Le Biodiversarium de Banyuls-sur-mer ludique et pédagogique.

Le Biodiversarium de Banyuls-sur-mer ludique et pédagogique.
Olivier Got – Olivier Got

Mais l’urgence immédiate sur le golfe du Lion frappe l’herbier de Posidonie. « L’été, il est couverture de petits organismes – éponges, vers, mollusques – puis en septembre, les saupes (poisson très présent en Méditerranée) viennent la tondre. Aujourd’hui, notamment en Corse et aux Baléares, elle est en souffrance . partie occidentale. Pour l’instant, on observe moins de migrations venues de l’Atlantique. Face au Sahara, une zone très froide des eaux bloque les espèces venues du sud ».
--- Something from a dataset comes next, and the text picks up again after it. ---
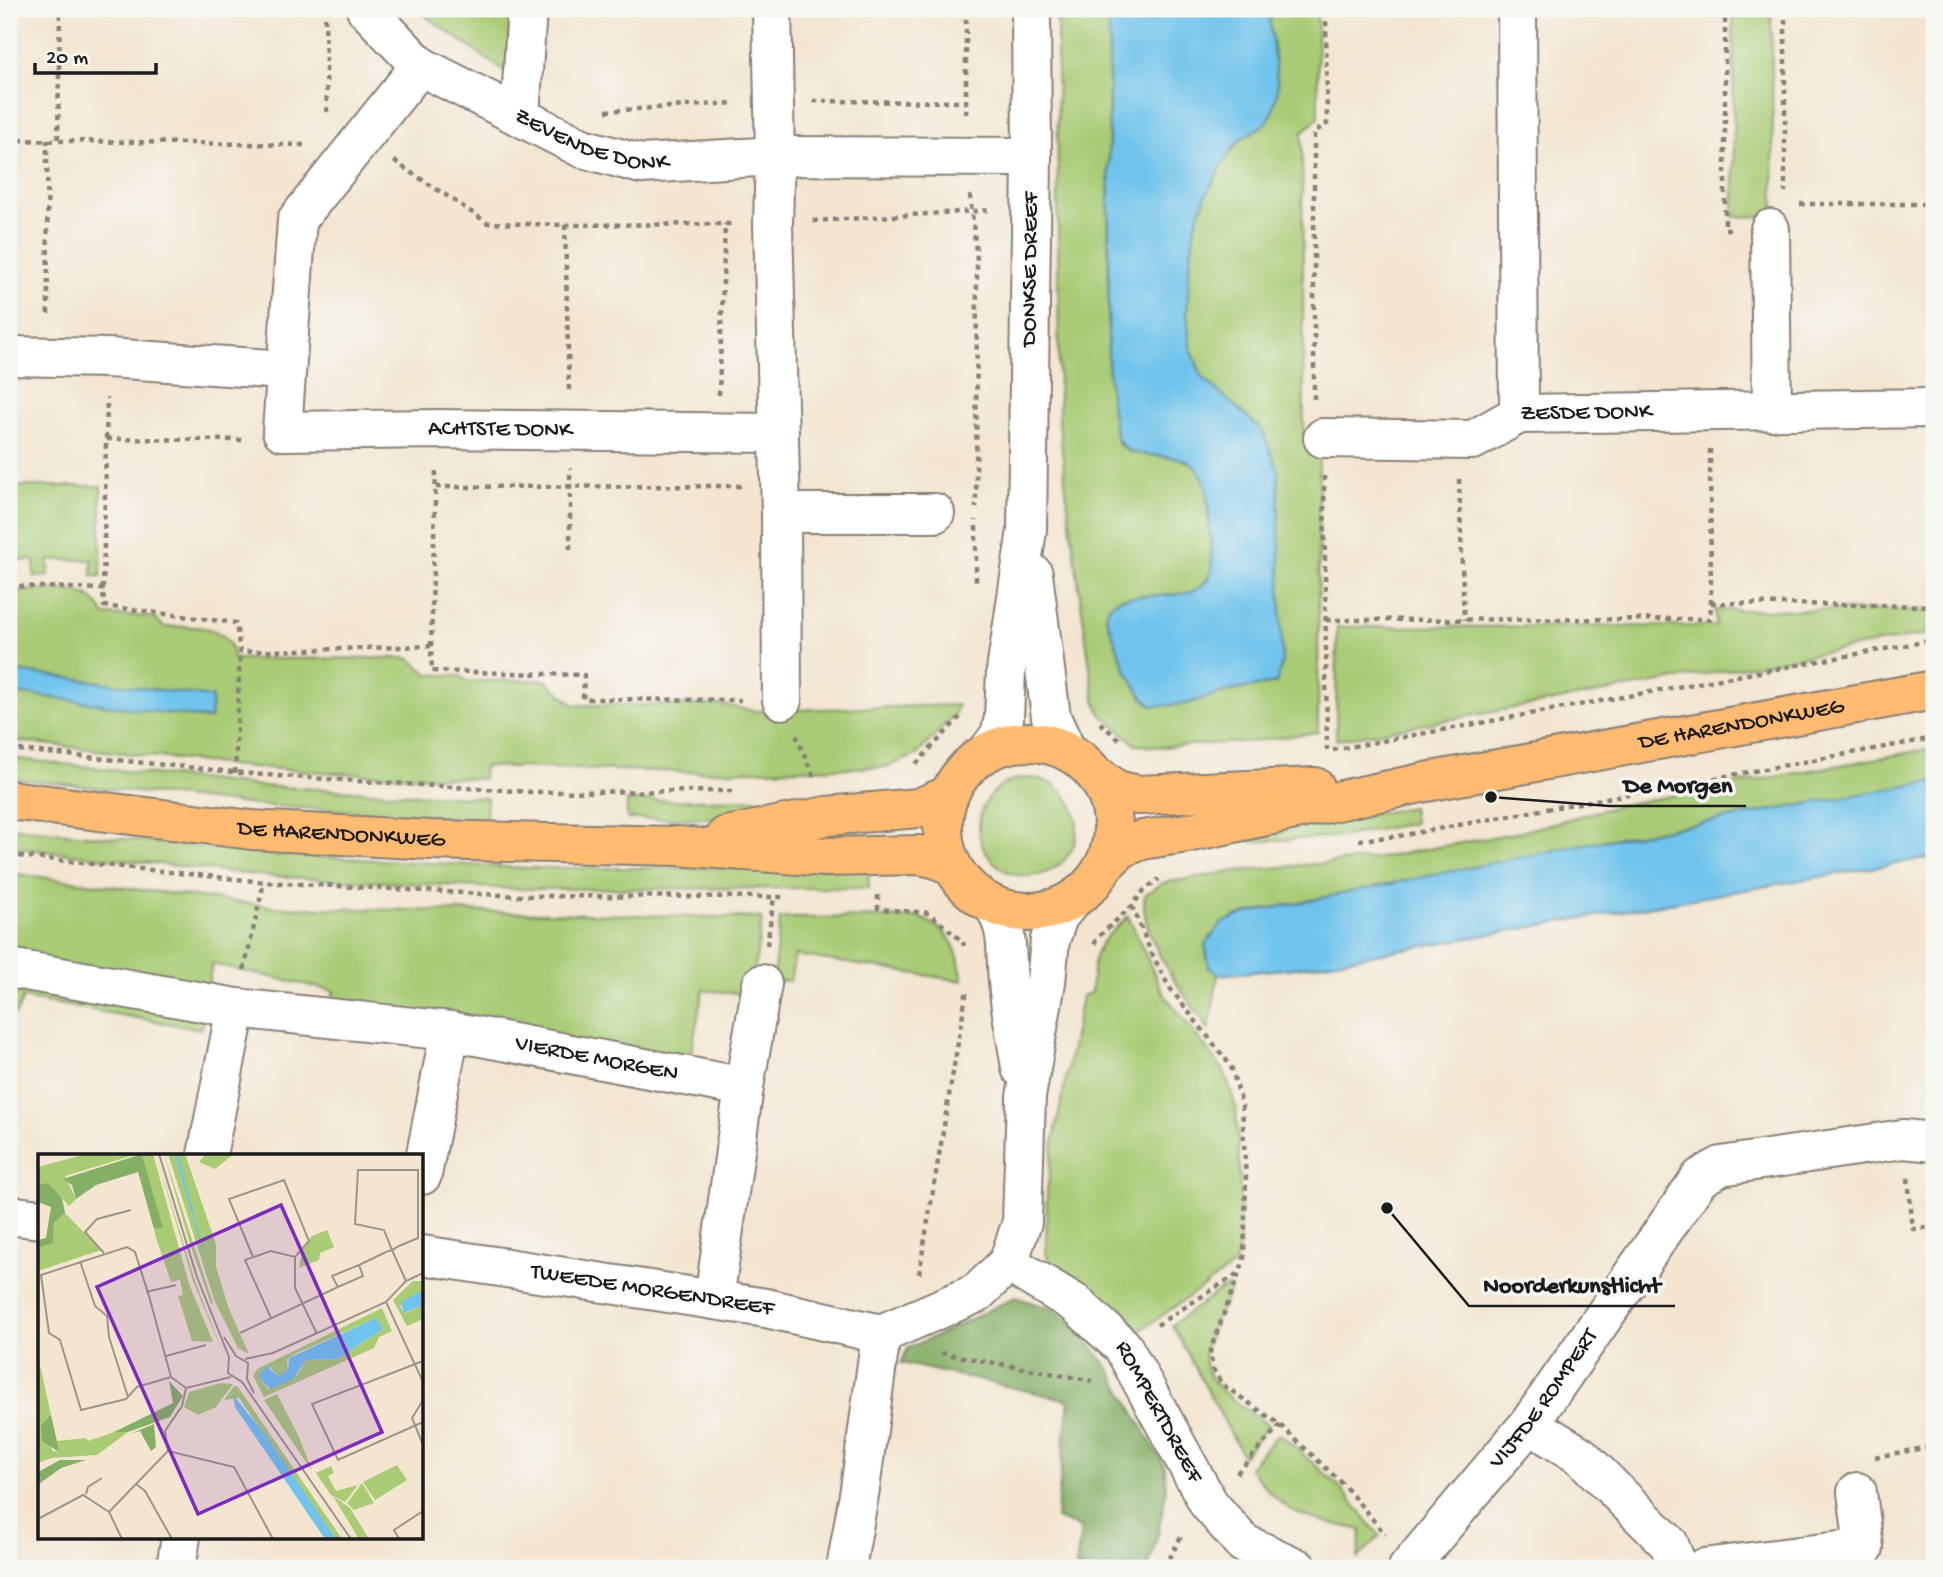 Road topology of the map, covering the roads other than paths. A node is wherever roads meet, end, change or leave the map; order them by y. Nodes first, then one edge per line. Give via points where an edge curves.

Et la nature marine aussi ses paradoxes. « La température positive de la mer améliore la reproduction de certaines espèces », n’oublie pas Pascal Romans. « La croissance de juvéniles est aussi plus rapide et les met donc plus vite à l’abri des prédateurs. En 2006, nous avions observé une reproduction exceptionnelle des dentis, accélérant le repeuplement. Mais, il faut bien insister, la répétition de ces épisodes de canicule marine, leurs longueurs et leurs intensités auront des conséquences dramatiques s’ils continueront ».

Quelles solutions ?

« Elles ne peuvent être que globales face au dérèglement climatique. On ne peut plus nier l’action de la main de l’homme dans ce réchauffage global. 25 ans de mesures démontent clairé que l’impact n’est pas naturel. Les faits sont là », Pascal Conan militaire. « L’équilibre est déjà très fragile. Si cet équilibre est rompu, l’écosystème s’effondre. Alors, chaque geste compte », conclut Pascal Romans.